» **Source information**:
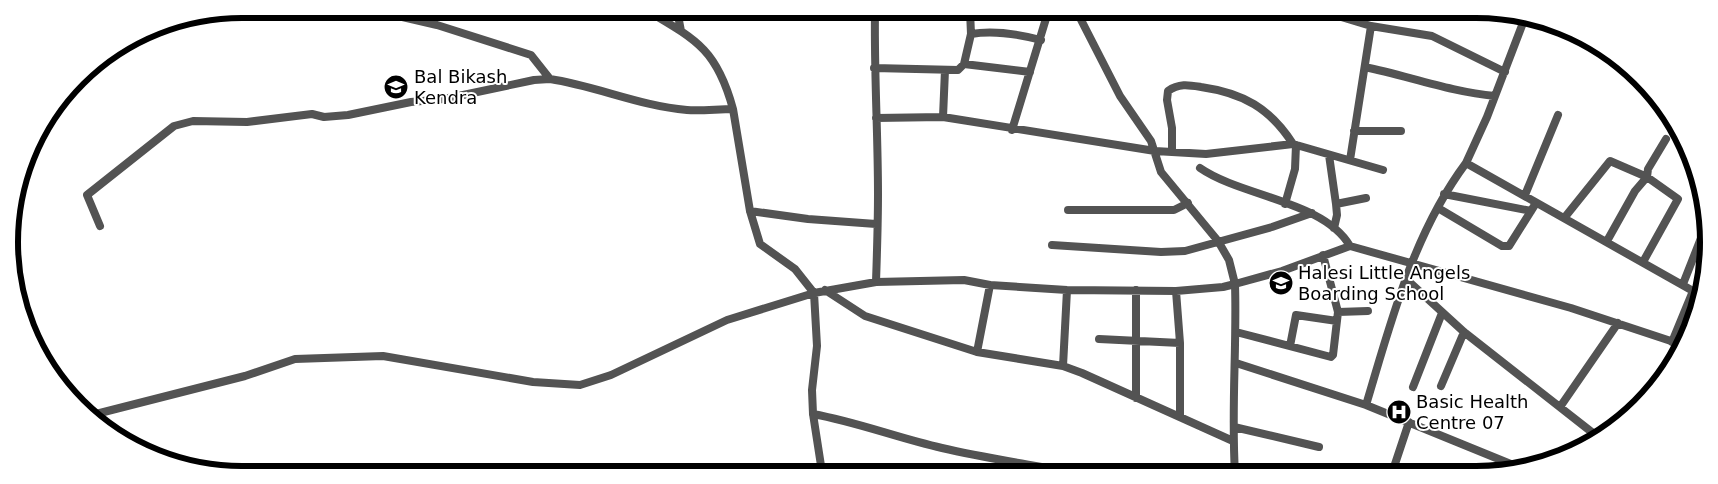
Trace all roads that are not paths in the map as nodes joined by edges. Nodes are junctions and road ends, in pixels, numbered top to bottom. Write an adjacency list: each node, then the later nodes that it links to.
1 (405, 18): 20 (street)
2 (659, 18): 11 (street)
3 (679, 18): 11 (street)
4 (875, 18): 16 (street)
5 (970, 18): 12 (street)
6 (1046, 18): 13 (street)
7 (1080, 18): 31 (street)
8 (1346, 18): 10 (street)
9 (1523, 23): 19 (street)
10 (1371, 26): 15 (street); 19 (street)
11 (681, 31): 22 (street)
12 (971, 34): 13 (street); 14 (street)
13 (1041, 40): 18 (street)
14 (964, 64): 17 (street); 18 (street)
15 (1365, 67): 21 (street); 27 (street)
16 (874, 68): 17 (street); 25 (street)
17 (945, 70): 24 (street)
18 (1030, 72): 26 (street)
19 (1505, 72): 21 (street)
20 (550, 79): 22 (street); 52 (street)
21 (1495, 96): 35 (street)
22 (733, 109): 48 (street)
23 (1558, 115): 40 (street)
24 (943, 117): 25 (street); 26 (street)
25 (876, 118): 51 (street)
26 (1012, 130): 31 (street)
27 (1354, 131): 28 (street); 34 (street)
28 (1401, 132)
29 (1666, 139): 38 (street)
30 (1294, 145): 32 (street); 32 (street); 33 (street); 43 (street)
31 (1155, 151): 32 (street); 42 (street)
32 (1172, 151)
33 (1329, 155): 34 (street); 44 (street)
34 (1350, 160): 37 (street)
35 (1466, 163): 39 (street); 40 (street)
36 (1200, 168): 43 (street)
37 (1383, 170)
38 (1647, 177): 50 (street); 55 (street); 60 (street)
39 (1444, 194): 45 (street); 46 (street)
40 (1525, 195): 45 (street)
41 (1366, 198): 44 (street)
42 (1188, 203): 47 (street); 54 (street)
43 (1285, 204): 49 (street)
44 (1336, 204): 53 (street)
45 (1533, 207): 46 (street); 50 (street)
46 (1438, 208): 61 (street)
47 (1068, 210)
48 (750, 211): 51 (street); 72 (street)
49 (1312, 213): 53 (street); 54 (street)
50 (1565, 217): 55 (street)
51 (876, 224): 63 (street)
52 (100, 226)
53 (1334, 228): 58 (street)
54 (1218, 241): 57 (street); 64 (street)
55 (1607, 241): 60 (street)
56 (1700, 241): 65 (street)
57 (1052, 245)
58 (1350, 246): 59 (street); 61 (street)
59 (1323, 256): 64 (street); 74 (street)
60 (1643, 262): 65 (street)
61 (1412, 265): 62 (street); 77 (street)
62 (1406, 279): 75 (street); 92 (street)
63 (876, 282): 66 (street); 67 (street)
64 (1235, 284): 70 (street); 78 (street)
65 (1683, 284): 71 (street)
66 (990, 285): 68 (street); 86 (street)
67 (825, 290): 72 (street); 86 (street)
68 (1067, 290): 69 (street); 88 (street)
69 (1136, 290): 70 (street); 81 (street)
70 (1176, 291): 83 (street)
71 (1692, 291): 82 (street)
72 (814, 293): 94 (street); 95 (street)
73 (1368, 311): 74 (street)
74 (1338, 312): 76 (street)
75 (1442, 313): 79 (street); 90 (street)
76 (1337, 321): 85 (street); 85 (street)
77 (1618, 323): 82 (street); 93 (street)
78 (1236, 332): 85 (street); 87 (street)
79 (1464, 332): 89 (street); 93 (street)
80 (1100, 339): 81 (street)
81 (1137, 341): 83 (street); 91 (street)
82 (1672, 342): 84 (street)
83 (1180, 343): 96 (street)
84 (1676, 343)
85 (1290, 346)
86 (977, 352): 88 (street)
87 (1236, 363): 92 (street); 98 (street)
88 (1063, 366): 91 (street)
89 (1441, 386)
90 (1413, 387)
91 (1136, 398): 96 (street)
92 (1366, 405): 97 (street)
93 (1560, 408): 99 (street)
94 (97, 414)
95 (813, 414): 103 (street); 104 (street)
96 (1180, 417): 100 (street)
97 (1409, 422): 102 (street); 106 (street)
98 (1234, 427): 100 (street); 101 (street)
99 (1593, 433)
100 (1233, 441): 105 (street)
101 (1319, 447)
102 (1511, 464)
103 (821, 466)
104 (1038, 466)
105 (1235, 466)
106 (1394, 466)

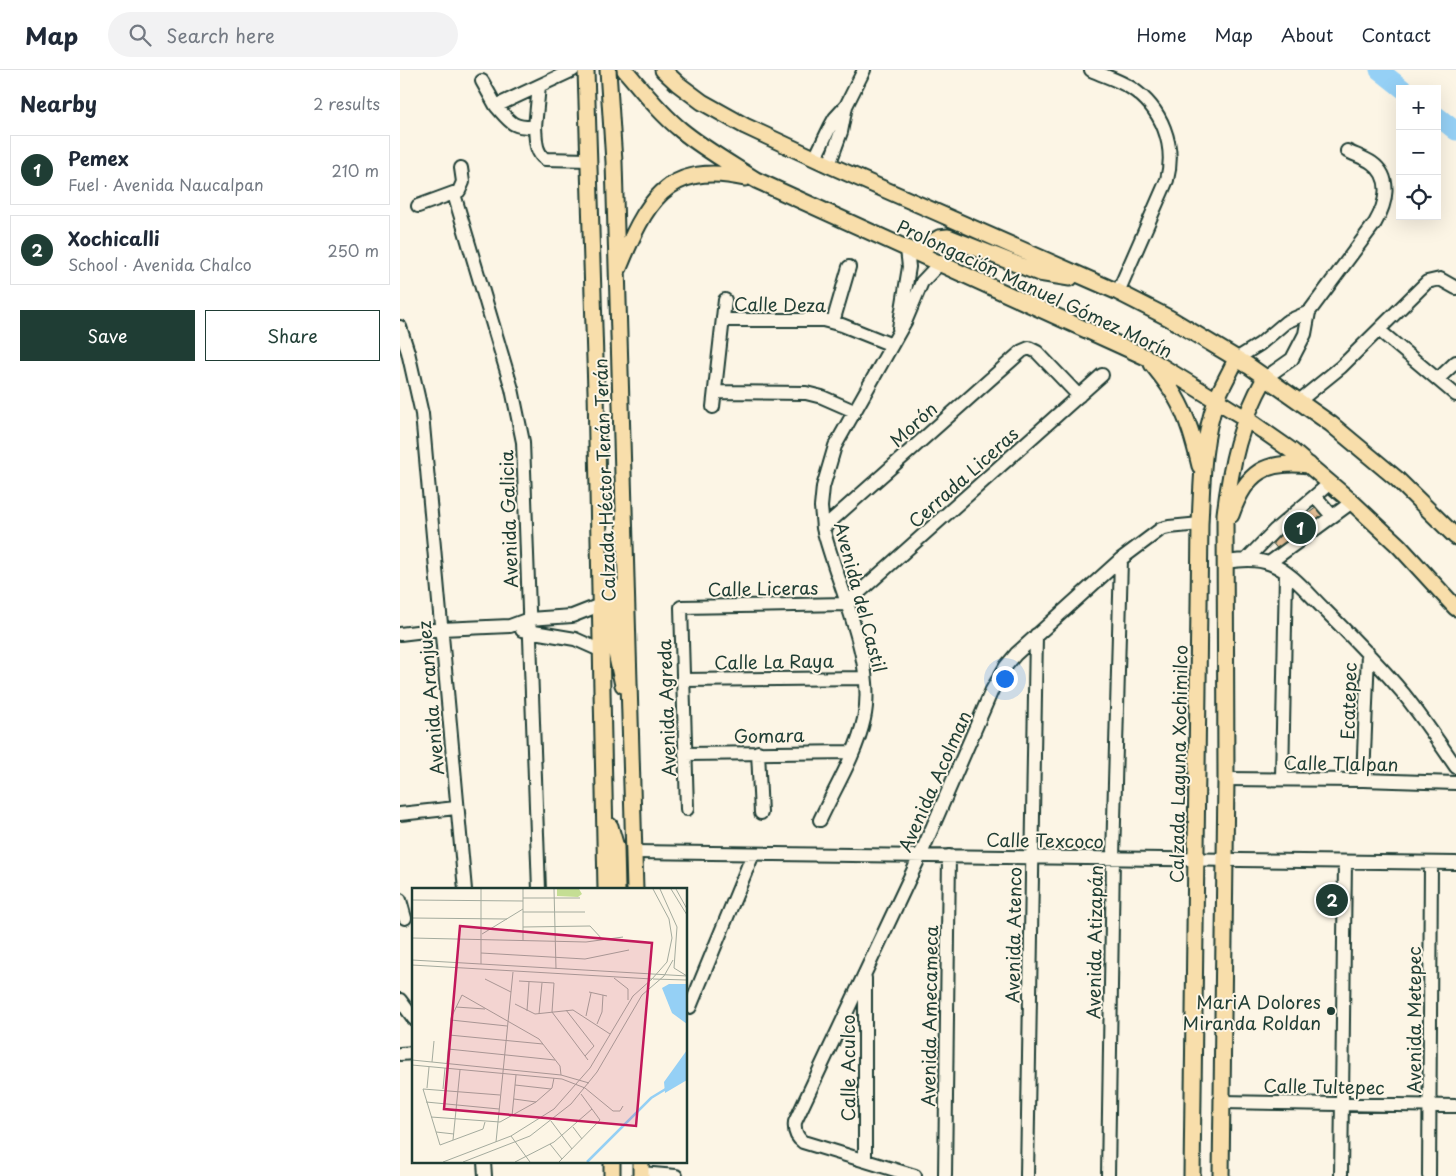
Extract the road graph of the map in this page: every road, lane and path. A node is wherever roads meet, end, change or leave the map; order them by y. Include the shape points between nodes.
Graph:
1 (573, 70) edge
2 (586, 70) edge
3 (608, 70) edge
4 (625, 70) edge
5 (663, 70) edge
6 (864, 70) edge
7 (1091, 70) edge
8 (482, 81) dead end
9 (539, 86) junction
10 (496, 106) junction
11 (846, 106) junction
12 (535, 128) junction
13 (1348, 151) dead end
14 (815, 158) junction
15 (588, 160) junction
16 (829, 165) junction
17 (461, 168) dead end
18 (756, 180) junction
19 (454, 194) junction
20 (418, 206) dead end
21 (911, 251) junction
22 (940, 263) junction
23 (849, 267) dead end
24 (616, 274) junction
25 (1094, 282) junction
26 (1456, 288) edge
27 (1118, 292) junction
28 (725, 300) dead end
29 (1309, 312) junction
30 (723, 320) junction
31 (833, 322) junction
32 (400, 327) edge
33 (899, 330) junction
34 (1380, 331) junction
35 (892, 345) junction
36 (404, 353) edge
37 (1148, 358) junction
38 (1236, 359) junction
39 (1456, 362) edge
40 (1102, 375) dead end
41 (1265, 378) junction
42 (1438, 379) junction
43 (715, 392) junction
44 (1456, 395) edge
45 (1079, 396) junction
46 (1216, 400) junction
47 (1299, 401) junction
48 (713, 407) dead end
49 (854, 411) junction
50 (1245, 418) junction
51 (1309, 465) junction
52 (1203, 477) junction
53 (1330, 483) junction
54 (1315, 496) junction
55 (1352, 502) junction
56 (1332, 516) junction
57 (1200, 524) junction
58 (823, 528) junction
59 (1225, 538) junction
60 (1456, 538) edge
61 (1121, 559) junction
62 (1246, 560) junction
63 (1226, 562) junction
64 (1269, 563) junction
65 (1286, 573) junction
66 (600, 577) junction
67 (846, 604) junction
68 (600, 605) junction
69 (681, 607) joint
70 (1456, 608) edge
71 (529, 626) junction
72 (441, 629) junction
73 (400, 634) edge
74 (1036, 635) junction
75 (602, 651) junction
76 (1368, 653) junction
77 (865, 678) junction
78 (683, 680) junction
79 (630, 715) junction
80 (758, 752) junction
81 (853, 752) junction
82 (685, 754) junction
83 (1456, 767) edge
84 (1226, 779) junction
85 (1282, 779) junction
86 (1363, 780) junction
87 (1456, 783) edge
88 (456, 808) junction
89 (604, 808) junction
90 (687, 808) dead end
91 (761, 813) dead end
92 (400, 814) edge
93 (820, 820) dead end
94 (634, 852) junction
95 (754, 854) junction
96 (920, 856) junction
97 (949, 856) junction
98 (1031, 858) junction
99 (1113, 858) junction
100 (1196, 860) junction
101 (1224, 860) junction
102 (1344, 862) junction
103 (1431, 864) junction
104 (1456, 864) edge
105 (465, 888) edge
106 (540, 888) edge
107 (606, 888) edge
108 (616, 888) edge
109 (635, 888) edge
110 (400, 900) edge
111 (405, 918) dead end
112 (865, 975) junction
113 (400, 1000) edge
114 (690, 1007) dead end
115 (412, 1016) edge
116 (1222, 1102) junction
117 (1341, 1105) junction
118 (1430, 1106) junction
119 (1456, 1106) edge
120 (1193, 1126) junction
121 (865, 1161) junction
122 (641, 1171) edge
123 (676, 1176) edge
124 (915, 1176) edge
125 (945, 1176) edge
126 (1027, 1176) edge
127 (1108, 1176) edge
128 (1192, 1176) edge
129 (1200, 1176) edge
130 (1221, 1176) edge
131 (1341, 1176) edge
132 (1429, 1176) edge

1 - 9 street
2 - 15 main road, Calzada Héctor Terán Terán
3 - 24 main road, Calzada Héctor Terán Terán
4 - 18 main road, Prolongación Manuel Gómez Morín via 681,130
5 - 14 main road, Prolongación Manuel Gómez Morín via 702,102
6 - 11 street
7 - 27 street via 1130,87 1146,99 1167,134 1170,153 1167,180
8 - 10 street
9 - 10 street
9 - 12 street
10 - 12 street via 510,123
11 - 14 street via 835,118
11 - 16 street
12 - 15 street via 538,149 545,159
13 - 29 street via 1380,170 1385,181 1383,209
14 - 16 main road, Prolongación Manuel Gómez Morín
15 - 66 main road, Calzada Héctor Terán Terán
16 - 25 main road, Prolongación Manuel Gómez Morín
17 - 19 street via 462,188
18 - 21 main road, Prolongación Manuel Gómez Morín
18 - 24 main road via 705,173 674,183 657,196 642,215
19 - 20 street
19 - 71 street, Avenida Galicia via 519,415 523,442
21 - 22 main road, Prolongación Manuel Gómez Morín
21 - 25 main road via 948,237 1039,273
21 - 33 street, Avenida del Castil
22 - 33 street, Avenida del Castil via 922,282
22 - 37 main road, Prolongación Manuel Gómez Morín
23 - 31 street
24 - 79 main road, Calzada Héctor Terán Terán
25 - 27 main road, Prolongación Manuel Gómez Morín
26 - 34 street via 1440,279 1428,282
27 - 38 main road, Prolongación Manuel Gómez Morín via 1169,318
28 - 30 street
29 - 38 street via 1286,322
29 - 41 street via 1305,334 1292,359
30 - 31 street, Calle Deza
30 - 43 street
31 - 35 street, Calle Deza
32 - 36 street, Avenida Aranjuez
33 - 35 street, Avenida del Castil
34 - 42 street
34 - 47 street
35 - 49 street, Avenida del Castil
36 - 72 street, Avenida Aranjuez via 416,384 422,422
37 - 46 main road, Prolongación Manuel Gómez Morín
37 - 52 main road via 1186,417
38 - 41 main road, Prolongación Manuel Gómez Morín
38 - 46 main road, Calzada Laguna Xochimilco
39 - 42 street
40 - 45 street, Cerrada Liceras
41 - 47 main road, Prolongación Manuel Gómez Morín
41 - 50 main road
42 - 44 street
43 - 48 street
43 - 49 street via 806,393
45 - 58 street, Morón via 1037,352 1029,348 1022,350
45 - 67 street, Cerrada Liceras
46 - 50 main road, Prolongación Manuel Gómez Morín
46 - 52 main road, Calzada Laguna Xochimilco
47 - 60 main road, Prolongación Manuel Gómez Morín via 1370,456
49 - 58 street, Avenida del Castil via 828,467 823,487
50 - 51 main road, Prolongación Manuel Gómez Morín
50 - 59 main road via 1228,489
51 - 53 main road, Prolongación Manuel Gómez Morín
51 - 59 main road via 1276,464 1253,477 1236,500
52 - 57 main road, Calzada Laguna Xochimilco
53 - 54 street
53 - 55 main road, Prolongación Manuel Gómez Morín
54 - 56 street
54 - 62 street
55 - 56 street
55 - 70 main road, Prolongación Manuel Gómez Morín via 1399,546
56 - 64 street
57 - 61 street, Avenida Acolman via 1161,529
57 - 100 main road, Calzada Laguna Xochimilco
58 - 67 street, Avenida del Castil
59 - 63 main road
61 - 74 street, Avenida Acolman
61 - 99 street, Avenida Atizapán
62 - 63 street
62 - 64 street
63 - 84 main road
64 - 65 street
65 - 76 street
65 - 85 street
66 - 68 main road, Calzada Héctor Terán Terán
66 - 79 main road via 614,587 617,660
67 - 69 street, Calle Liceras
67 - 77 street, Avenida del Castil
68 - 71 street via 572,616
68 - 75 main road, Calzada Héctor Terán Terán
69 - 78 street, Avenida Agreda
71 - 72 street
71 - 75 street via 575,639
71 - 106 street, Avenida Galicia
72 - 73 street
72 - 88 street, Avenida Aranjuez
74 - 96 street, Avenida Acolman via 1006,666 992,690
74 - 98 street, Avenida Atenco
75 - 89 main road, Calzada Héctor Terán Terán
76 - 83 street via 1430,729
76 - 86 street, Ecatepec
77 - 78 street, Calle La Raya
77 - 81 street, Avenida del Castil via 864,719
78 - 82 street, Avenida Agreda
79 - 94 main road, Calzada Héctor Terán Terán
80 - 81 street, Gomara
80 - 82 street, Gomara
80 - 91 street
81 - 93 street, Avenida del Castil
82 - 90 street, Avenida Agreda
84 - 85 street, Calle Tlalpan
84 - 101 main road
85 - 86 street, Calle Tlalpan
86 - 87 street, Calle Tlalpan
88 - 92 street
88 - 105 street, Avenida Aranjuez
89 - 107 main road, Calzada Héctor Terán Terán
89 - 108 main road via 616,847
94 - 95 street, Calle Texcoco
94 - 109 main road, Calzada Héctor Terán Terán
95 - 96 street, Calle Texcoco
95 - 114 street
96 - 97 street, Calle Texcoco
96 - 112 street, Avenida Acolman
97 - 98 street, Calle Texcoco
97 - 125 street, Avenida Amecameca
98 - 99 street, Calle Texcoco
98 - 126 street, Avenida Atenco
99 - 100 street, Calle Texcoco
99 - 127 street, Avenida Atizapán
100 - 101 street, Calle Texcoco
100 - 120 main road, Calzada Laguna Xochimilco
101 - 102 street, Calle Texcoco
101 - 116 main road
102 - 103 street, Calle Texcoco
102 - 117 street
103 - 104 street, Calle Texcoco
103 - 118 street, Avenida Metepec
110 - 111 street
112 - 121 street, Calle Aculco
112 - 121 street, Avenida Acolman via 794,1128 803,1142
113 - 115 street
116 - 117 street, Calle Tultepec
116 - 130 main road
117 - 118 street, Calle Tultepec
117 - 131 street
118 - 119 street, Calle Tultepec
118 - 132 street, Avenida Metepec
120 - 128 main road, Calzada Laguna Xochimilco
120 - 129 main road via 1199,1143
121 - 124 street
122 - 123 street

» **What needs to be done**: Look through the material for "node". Copy each line that has it.

» **Answer to the exercise**:
Trace all roads that are not paths in the map as nodes joined by edges. Nodes are junctions and road ends, in pixels, numbered top to bottom. Write an adjacency list: each node, then the later nodes that it links to.
Extract the road graph of the map in this page: every road, lane and path. A node is wherever roads meet, end, change or leave the map; order them by y. Include the shape points between nodes.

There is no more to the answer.